Nous sommes les nomades de la pensée, tentant de voyager jusqu’au bout de celle-ci, expérimentant la rencontre avec l’Être suprême au travers de la méditation, de la nature qui est devant nos yeux, y compris de l’homme. Tout comme les nomades, nous sommes des familiers de l’impermanence. L’environnement autour de nous a peu d’importance, sauf… l’homme lui-même dans sa peine. Alors l’énergie ou les formes d’énergie que nous puisons dans le nomadisme de notre pensée, nous les redistribuons à l’autre, sous la forme d’engagement à la cause sociale, aux problèmes de santé, au partage de l’amour.

— Vous apportez de l’aide à la population des villages?

— Oui, durant les matinées. Le plus souvent nous partons à pied dans les villages alentours, avec notre âne lorsqu’il faut amener des colis alimentaires, des médicaments ou le plus souvent les potions à base de plantes du Père Habib. Il est guérisseur.

— Vous venez de mentionner « la rencontre avec l’Être suprême », qui considérez-vous comme votre Être suprême?

— C’est le Suprême qui est en chacun de nous, dans la nature, dans l’univers, la création ou l’engendrement.

Le moine s’arrêta et retourna la question au professeur.

— Mais quel est le vôtre?

—  Je pense qu’il est le même, qu’il est universel, autant présent dans le palais de la pensée que dans l’antichambre du monde réel.

Il est l’Absolu, à la fois principe féminin et masculin.

Absolu féminin représenté par la Déesse de la création, la Mère Isis, la Créatrice de la Matrice et  Régente de l’évolution.
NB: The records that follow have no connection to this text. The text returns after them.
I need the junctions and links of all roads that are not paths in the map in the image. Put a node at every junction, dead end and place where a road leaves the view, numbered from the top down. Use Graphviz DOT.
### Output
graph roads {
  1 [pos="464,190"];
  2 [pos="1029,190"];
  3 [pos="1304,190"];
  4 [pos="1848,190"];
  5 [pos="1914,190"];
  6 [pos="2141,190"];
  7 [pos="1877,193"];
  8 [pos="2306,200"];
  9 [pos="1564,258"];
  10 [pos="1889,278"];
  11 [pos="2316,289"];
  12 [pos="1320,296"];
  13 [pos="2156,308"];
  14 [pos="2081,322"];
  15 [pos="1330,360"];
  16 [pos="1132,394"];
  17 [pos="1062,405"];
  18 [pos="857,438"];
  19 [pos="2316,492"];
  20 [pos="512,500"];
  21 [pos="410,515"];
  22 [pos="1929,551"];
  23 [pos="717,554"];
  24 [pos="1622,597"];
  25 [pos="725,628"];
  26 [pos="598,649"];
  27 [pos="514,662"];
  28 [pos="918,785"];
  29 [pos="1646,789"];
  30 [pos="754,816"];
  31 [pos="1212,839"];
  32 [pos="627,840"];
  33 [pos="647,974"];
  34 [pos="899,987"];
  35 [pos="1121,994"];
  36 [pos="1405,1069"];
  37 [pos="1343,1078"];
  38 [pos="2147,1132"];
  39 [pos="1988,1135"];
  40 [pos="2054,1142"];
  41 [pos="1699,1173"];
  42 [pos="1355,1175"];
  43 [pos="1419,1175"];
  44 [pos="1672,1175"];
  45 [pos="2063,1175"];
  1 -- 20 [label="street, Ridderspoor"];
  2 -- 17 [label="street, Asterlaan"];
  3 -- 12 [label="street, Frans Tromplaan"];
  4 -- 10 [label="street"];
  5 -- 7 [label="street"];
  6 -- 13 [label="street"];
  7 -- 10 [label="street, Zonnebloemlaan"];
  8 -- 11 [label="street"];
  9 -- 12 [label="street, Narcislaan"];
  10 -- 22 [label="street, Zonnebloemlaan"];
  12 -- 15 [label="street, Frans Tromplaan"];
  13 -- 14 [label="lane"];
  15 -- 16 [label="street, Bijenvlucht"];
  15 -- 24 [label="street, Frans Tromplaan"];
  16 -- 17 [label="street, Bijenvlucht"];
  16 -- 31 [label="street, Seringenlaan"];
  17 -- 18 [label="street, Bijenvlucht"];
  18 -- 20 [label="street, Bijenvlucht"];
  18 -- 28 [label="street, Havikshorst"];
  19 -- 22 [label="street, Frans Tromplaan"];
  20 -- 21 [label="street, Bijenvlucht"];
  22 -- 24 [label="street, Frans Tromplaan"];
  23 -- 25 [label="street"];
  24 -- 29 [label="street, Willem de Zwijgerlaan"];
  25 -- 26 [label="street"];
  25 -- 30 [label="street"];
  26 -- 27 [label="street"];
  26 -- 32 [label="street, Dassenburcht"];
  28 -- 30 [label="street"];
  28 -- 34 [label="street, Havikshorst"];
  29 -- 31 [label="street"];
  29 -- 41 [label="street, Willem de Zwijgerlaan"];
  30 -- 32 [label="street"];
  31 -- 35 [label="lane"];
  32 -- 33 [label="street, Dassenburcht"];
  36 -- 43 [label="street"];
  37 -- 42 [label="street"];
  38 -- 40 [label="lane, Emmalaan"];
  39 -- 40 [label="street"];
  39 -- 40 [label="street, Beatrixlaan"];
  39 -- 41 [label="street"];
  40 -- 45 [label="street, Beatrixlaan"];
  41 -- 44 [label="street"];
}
Absolu masculin générant la Lumière Energie.

Il est le Dieu de tous les peuples, le Dieu des musulmans, des chrétiens,  ainsi que de leurs prophètes respectifs. Il est le Bouddha Sâkyamuni, Shiva et Krishna. Il est aussi le Dieu du cosmos, Râ  qui permet la vie du soleil, le Dieu chamane des génies de la nature, des Eaux et des Montagnes. Parce qu’Il est aussi là où on ne le cherche pas. Nul n’a de préséance sur l’autre.

Transmué en pensée raisonnée, Il devient le Suprême et le Vénérable des Philosophes, de Confucius et Lao Tseu, d’Aristote, de Platon et Socrate…

— Vous pensez et vous croyez à une pluralité divine?

— Nous croyons en cet espoir de fusion des systèmes philosophiques et religieux, donc en un panthéon syncrétique universel.

La récente philosophie caodaïste qui a voulu réunir la millénaire philosophie Bouddhiste, Confucianiste, et Taoïste dans un panthéon, va dans ce sens.

Toutefois le système philosophique possède un caractère largement plus universaliste que la religion marquée par une pratique cultuelle et dogmatique spécifique à une divinité. En ce sens, j’estime que la philosophie est une réponse à la quête actuelle universelle de la spiritualité, un aboutissement.

Le Professeur s’arrêta un moment pendant que le père Ansar hochait de la tête en signe de consentement.

— Je suis d’accord avec vous.

Je pense que toute élection d’un Dieu spécifique, d’une religion particulière et d’un peuple qui lui est rattaché s’éloigne de l’universel et ramène au principe du « coagula », donc de l’enfermement de la pensée et de l’action. Je considère que le monothéisme a tendance à s’inscrire dans ce dernier concept. En ce sens, je dirais que le monothéisme contient des germes avec un potentiel davantage conflictuel que le polythéisme, le panthéisme ou la croyance aux puissances surnaturelles de la nature.